We moved around to music focusing on the fluidity and movement range of different body parts — head, neck, pelvis, chest etc. One of the physiotherapists had said to me that one of the things they needed help with was flow and flexibility. Working with particular styles of music really helps to encourage this flowing movement. I asked the players to echo the way the dancers were moving and immediately you could see their range of movement expanding as they turned and jumped in time with the music. Their bodies immediately seemed to relax and as a result became more responsive. We moved on to do a series of chorus exercises requiring performers to notice where they are in relationship to each other and the space around them. As a group they must move exactly in time and copy the movement of the ‘leader’. This was great fun and the players began to create some fantastic moves of their own.

Finally, we taught the players a section from our show An Anatomie in Four Quarters. Not surprisingly, they had incredibly good spatial awareness and were good at remembering where they had to be placed on the stage. It was really joyful to see the dancers and players work together. We were all really impressed by their generosity of spirit and openness to such different ways of working.
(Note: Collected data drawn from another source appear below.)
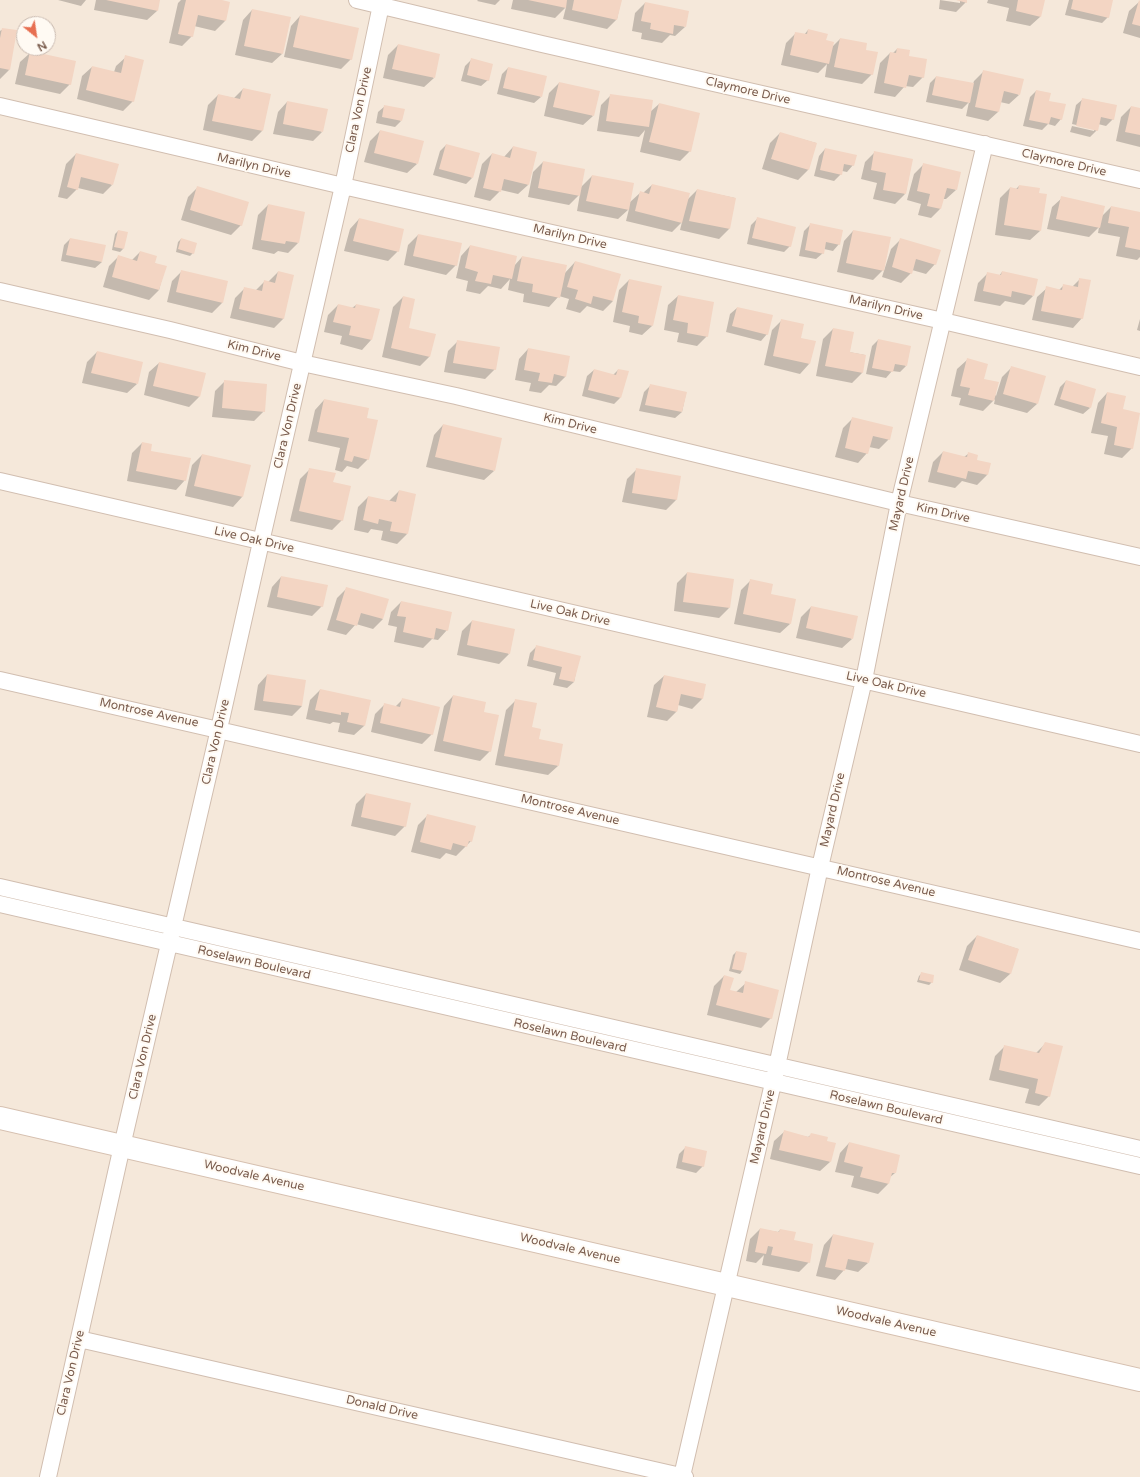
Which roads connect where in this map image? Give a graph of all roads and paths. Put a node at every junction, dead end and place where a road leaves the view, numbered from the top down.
1 (357, 0) edge
2 (381, 6) junction
3 (0, 106) edge
4 (985, 144) junction
5 (1140, 180) edge
6 (343, 186) junction
7 (0, 291) edge
8 (943, 321) junction
9 (302, 363) junction
10 (1140, 367) edge
11 (0, 481) edge
12 (899, 503) junction
13 (261, 542) junction
14 (1140, 557) edge
15 (0, 680) edge
16 (864, 680) junction
17 (219, 729) junction
18 (1140, 744) edge
19 (820, 867) junction
20 (0, 888) edge
21 (0, 904) edge
22 (173, 928) junction
23 (1140, 941) edge
24 (170, 943) junction
25 (338, 965) junction
26 (334, 981) junction
27 (476, 997) junction
28 (472, 1013) junction
29 (620, 1030) junction
30 (617, 1047) junction
31 (777, 1066) junction
32 (773, 1083) junction
33 (952, 1106) junction
34 (0, 1118) edge
35 (949, 1123) junction
36 (1109, 1142) junction
37 (122, 1146) junction
38 (1140, 1149) edge
39 (1105, 1158) junction
40 (1140, 1166) edge
41 (727, 1285) junction
42 (79, 1339) junction
43 (1140, 1380) edge
44 (48, 1477) edge
45 (683, 1477) edge

1 - 2 street, Claymore Drive
2 - 4 street, Claymore Drive
2 - 6 street, Clara Von Drive
3 - 6 street, Marilyn Drive
4 - 5 street, Claymore Drive
4 - 8 street, Mayard Drive
6 - 8 street, Marilyn Drive
6 - 9 street, Clara Von Drive
7 - 9 street, Kim Drive
8 - 10 street, Marilyn Drive
8 - 12 street, Mayard Drive
9 - 12 street, Kim Drive
9 - 13 street, Clara Von Drive
11 - 13 street, Live Oak Drive
12 - 14 street, Kim Drive
12 - 16 street, Mayard Drive
13 - 16 street, Live Oak Drive
13 - 17 street, Clara Von Drive
15 - 17 street, Montrose Avenue
16 - 18 street, Live Oak Drive
16 - 19 street, Mayard Drive
17 - 19 street, Montrose Avenue
17 - 22 street, Clara Von Drive
19 - 23 street, Montrose Avenue
19 - 31 street, Mayard Drive
20 - 22 street, Roselawn Boulevard
21 - 24 street, Roselawn Boulevard
22 - 24 street, Clara Von Drive
22 - 25 street, Roselawn Boulevard
24 - 26 street, Roselawn Boulevard
24 - 37 street, Clara Von Drive
25 - 26 street
25 - 27 street, Roselawn Boulevard
26 - 28 street, Roselawn Boulevard
27 - 28 street
27 - 29 street, Roselawn Boulevard
28 - 30 street, Roselawn Boulevard
29 - 30 street
29 - 31 street, Roselawn Boulevard
30 - 32 street, Roselawn Boulevard
31 - 32 street, Mayard Drive
31 - 33 street, Roselawn Boulevard
32 - 35 street, Roselawn Boulevard
32 - 41 street, Mayard Drive
33 - 35 street
33 - 36 street, Roselawn Boulevard
34 - 37 street, Woodvale Avenue
35 - 39 street, Roselawn Boulevard
36 - 38 street, Roselawn Boulevard
36 - 39 street
37 - 41 street, Woodvale Avenue
37 - 42 street, Clara Von Drive
39 - 40 street, Roselawn Boulevard
41 - 43 street, Woodvale Avenue
41 - 45 street, Mayard Drive
42 - 44 street, Clara Von Drive
42 - 45 street, Donald Drive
These young men are under tremendous pressure all the time both on and off the pitch. It seemed to be a good opportunity to for them to de-stress and work in a different way as a team. Working with theatre and dance artists can create a space where people can talk about the pressures of their work life and where solutions can be rehearsed. Ideas are expressed very differently in arts to the way they are in sports and it seems to me that working with people from the arts could be very useful to football players – helping them to develop skills of benefit to their performance on the pitch but also to become more articulate, sensitive and inspiring role models for the thousands of young men who are influenced by them off the pitch.’